------ Supplied material

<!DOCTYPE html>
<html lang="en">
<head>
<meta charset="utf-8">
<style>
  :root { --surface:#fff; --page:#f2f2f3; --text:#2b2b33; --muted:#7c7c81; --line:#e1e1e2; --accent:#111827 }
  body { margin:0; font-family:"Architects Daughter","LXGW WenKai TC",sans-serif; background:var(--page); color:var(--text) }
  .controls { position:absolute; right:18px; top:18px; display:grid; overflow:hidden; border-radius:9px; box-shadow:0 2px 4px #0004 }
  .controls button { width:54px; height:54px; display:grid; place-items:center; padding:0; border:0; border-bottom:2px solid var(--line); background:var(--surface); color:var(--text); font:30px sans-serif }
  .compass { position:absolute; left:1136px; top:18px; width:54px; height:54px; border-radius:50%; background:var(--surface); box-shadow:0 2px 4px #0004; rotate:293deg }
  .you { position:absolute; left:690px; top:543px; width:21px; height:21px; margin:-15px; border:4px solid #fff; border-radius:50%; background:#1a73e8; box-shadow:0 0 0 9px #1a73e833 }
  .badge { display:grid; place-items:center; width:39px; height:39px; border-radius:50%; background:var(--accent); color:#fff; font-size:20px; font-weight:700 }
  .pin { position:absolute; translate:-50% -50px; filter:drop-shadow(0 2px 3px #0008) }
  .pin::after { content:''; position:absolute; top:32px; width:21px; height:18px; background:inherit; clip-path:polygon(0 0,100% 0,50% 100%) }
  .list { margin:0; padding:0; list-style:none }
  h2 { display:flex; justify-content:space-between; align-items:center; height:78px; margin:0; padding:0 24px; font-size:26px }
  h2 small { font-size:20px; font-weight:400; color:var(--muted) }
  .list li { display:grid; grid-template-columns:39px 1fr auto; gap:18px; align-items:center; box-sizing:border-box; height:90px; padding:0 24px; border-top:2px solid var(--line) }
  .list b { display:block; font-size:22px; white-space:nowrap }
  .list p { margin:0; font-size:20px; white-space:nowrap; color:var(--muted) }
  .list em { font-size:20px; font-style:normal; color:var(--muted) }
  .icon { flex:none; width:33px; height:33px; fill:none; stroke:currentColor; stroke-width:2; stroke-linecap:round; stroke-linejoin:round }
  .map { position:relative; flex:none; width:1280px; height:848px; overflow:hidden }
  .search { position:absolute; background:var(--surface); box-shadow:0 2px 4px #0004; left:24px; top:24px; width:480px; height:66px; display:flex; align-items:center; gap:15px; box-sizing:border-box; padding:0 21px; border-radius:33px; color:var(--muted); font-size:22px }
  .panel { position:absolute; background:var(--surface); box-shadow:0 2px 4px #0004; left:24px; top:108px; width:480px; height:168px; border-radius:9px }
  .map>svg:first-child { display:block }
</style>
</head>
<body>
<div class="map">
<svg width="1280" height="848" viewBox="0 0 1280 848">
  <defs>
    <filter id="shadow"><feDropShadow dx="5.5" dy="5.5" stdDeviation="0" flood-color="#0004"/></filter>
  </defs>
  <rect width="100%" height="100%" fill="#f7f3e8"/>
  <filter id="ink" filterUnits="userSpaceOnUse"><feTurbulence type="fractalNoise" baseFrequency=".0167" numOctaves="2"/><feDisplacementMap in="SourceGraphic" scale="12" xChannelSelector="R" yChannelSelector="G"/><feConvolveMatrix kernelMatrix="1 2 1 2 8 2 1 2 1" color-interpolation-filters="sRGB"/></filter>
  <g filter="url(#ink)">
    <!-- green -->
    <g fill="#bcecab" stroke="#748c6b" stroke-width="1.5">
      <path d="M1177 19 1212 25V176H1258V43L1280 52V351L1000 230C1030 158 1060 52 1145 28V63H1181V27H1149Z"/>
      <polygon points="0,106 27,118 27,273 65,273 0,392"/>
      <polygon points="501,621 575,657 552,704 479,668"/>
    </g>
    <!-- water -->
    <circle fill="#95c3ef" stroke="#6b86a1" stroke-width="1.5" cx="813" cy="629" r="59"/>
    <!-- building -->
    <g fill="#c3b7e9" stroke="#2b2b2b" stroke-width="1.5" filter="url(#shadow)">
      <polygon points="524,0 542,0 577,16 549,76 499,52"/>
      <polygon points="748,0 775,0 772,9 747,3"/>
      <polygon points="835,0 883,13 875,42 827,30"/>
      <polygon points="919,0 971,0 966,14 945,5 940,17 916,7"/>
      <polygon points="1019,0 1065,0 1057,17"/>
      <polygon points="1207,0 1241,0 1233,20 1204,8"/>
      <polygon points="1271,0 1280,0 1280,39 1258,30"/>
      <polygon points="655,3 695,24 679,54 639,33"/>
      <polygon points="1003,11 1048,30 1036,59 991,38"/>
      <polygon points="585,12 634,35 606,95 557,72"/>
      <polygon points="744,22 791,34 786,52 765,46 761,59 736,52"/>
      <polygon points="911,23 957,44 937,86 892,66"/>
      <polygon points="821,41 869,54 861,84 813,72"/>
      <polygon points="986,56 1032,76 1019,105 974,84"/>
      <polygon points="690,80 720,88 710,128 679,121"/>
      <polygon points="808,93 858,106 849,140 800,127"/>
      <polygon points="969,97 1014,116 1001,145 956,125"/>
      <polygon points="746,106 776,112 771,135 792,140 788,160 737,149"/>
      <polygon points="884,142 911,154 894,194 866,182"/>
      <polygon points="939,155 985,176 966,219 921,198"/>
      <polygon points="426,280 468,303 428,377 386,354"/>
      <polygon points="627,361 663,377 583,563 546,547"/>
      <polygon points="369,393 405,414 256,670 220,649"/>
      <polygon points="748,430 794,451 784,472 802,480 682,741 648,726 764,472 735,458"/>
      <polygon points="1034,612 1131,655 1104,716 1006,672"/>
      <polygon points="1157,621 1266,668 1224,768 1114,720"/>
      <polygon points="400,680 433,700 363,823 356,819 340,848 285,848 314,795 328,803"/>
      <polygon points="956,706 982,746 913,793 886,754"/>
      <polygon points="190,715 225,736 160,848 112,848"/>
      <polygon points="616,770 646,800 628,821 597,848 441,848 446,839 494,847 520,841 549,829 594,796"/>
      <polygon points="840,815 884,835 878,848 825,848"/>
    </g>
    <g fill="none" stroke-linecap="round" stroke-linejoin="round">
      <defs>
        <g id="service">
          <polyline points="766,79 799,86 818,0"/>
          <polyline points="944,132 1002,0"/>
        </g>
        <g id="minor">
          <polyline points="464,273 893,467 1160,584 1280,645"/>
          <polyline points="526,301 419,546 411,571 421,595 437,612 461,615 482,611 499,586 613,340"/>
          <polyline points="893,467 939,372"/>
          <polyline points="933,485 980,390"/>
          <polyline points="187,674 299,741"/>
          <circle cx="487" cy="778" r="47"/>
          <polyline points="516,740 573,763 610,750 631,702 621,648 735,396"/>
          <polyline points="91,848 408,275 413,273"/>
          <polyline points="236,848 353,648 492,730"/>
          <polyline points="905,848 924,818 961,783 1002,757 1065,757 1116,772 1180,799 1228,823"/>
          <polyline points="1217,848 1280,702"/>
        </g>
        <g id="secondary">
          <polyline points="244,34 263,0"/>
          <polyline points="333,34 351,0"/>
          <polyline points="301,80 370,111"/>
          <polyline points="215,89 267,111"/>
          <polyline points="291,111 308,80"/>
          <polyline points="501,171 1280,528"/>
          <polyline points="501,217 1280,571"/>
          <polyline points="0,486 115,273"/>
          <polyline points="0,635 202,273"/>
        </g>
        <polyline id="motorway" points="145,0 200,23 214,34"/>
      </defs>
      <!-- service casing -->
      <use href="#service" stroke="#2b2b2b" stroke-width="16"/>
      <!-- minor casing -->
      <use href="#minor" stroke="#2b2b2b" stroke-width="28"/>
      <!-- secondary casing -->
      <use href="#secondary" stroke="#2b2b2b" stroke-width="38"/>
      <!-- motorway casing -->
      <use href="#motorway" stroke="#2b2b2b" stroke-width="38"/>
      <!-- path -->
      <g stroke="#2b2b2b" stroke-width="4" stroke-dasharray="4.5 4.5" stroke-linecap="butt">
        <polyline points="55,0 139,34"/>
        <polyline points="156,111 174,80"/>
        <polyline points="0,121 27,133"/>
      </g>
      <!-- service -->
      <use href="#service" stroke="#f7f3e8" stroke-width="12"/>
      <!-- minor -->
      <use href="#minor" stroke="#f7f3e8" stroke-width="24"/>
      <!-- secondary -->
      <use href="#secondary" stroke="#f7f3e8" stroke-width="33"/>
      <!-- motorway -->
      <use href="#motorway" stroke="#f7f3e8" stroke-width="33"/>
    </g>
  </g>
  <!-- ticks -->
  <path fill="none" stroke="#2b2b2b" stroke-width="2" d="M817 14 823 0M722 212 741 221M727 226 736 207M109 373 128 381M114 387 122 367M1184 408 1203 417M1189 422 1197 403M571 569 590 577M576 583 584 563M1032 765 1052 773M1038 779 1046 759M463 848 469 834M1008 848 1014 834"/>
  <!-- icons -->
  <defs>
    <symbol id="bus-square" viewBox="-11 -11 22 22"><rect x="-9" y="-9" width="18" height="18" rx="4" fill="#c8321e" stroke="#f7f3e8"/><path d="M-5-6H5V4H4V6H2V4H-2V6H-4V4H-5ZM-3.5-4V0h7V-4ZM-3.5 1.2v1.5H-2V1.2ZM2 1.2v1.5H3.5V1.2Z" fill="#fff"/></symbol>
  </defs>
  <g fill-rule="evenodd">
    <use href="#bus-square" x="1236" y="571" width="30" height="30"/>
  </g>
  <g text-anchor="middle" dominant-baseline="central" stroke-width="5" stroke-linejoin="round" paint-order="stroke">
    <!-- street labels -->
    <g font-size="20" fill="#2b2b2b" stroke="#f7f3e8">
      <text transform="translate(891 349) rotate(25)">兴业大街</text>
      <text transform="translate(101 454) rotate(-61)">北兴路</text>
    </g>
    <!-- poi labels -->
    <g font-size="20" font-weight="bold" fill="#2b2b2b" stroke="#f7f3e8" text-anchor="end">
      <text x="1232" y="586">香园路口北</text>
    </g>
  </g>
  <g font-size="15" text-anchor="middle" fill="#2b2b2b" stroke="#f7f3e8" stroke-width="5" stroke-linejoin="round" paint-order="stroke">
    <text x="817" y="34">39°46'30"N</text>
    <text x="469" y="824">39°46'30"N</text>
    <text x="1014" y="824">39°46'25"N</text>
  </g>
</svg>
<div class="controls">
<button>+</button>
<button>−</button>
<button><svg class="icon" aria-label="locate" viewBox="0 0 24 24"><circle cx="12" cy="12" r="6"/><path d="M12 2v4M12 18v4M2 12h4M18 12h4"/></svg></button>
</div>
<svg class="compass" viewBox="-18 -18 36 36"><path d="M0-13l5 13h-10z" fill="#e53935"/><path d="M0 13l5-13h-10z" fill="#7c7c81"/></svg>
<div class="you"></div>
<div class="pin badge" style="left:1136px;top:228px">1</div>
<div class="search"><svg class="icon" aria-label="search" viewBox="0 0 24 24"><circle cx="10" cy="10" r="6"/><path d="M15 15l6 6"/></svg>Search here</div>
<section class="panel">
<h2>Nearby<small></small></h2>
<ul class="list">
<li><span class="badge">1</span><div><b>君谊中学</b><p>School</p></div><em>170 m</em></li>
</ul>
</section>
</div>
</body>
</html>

------------

Find the lines above that contain the word "white" and copy each one.

Exercise result >>
  .list b { display:block; font-size:22px; white-space:nowrap }
  .list p { margin:0; font-size:20px; white-space:nowrap; color:var(--muted) }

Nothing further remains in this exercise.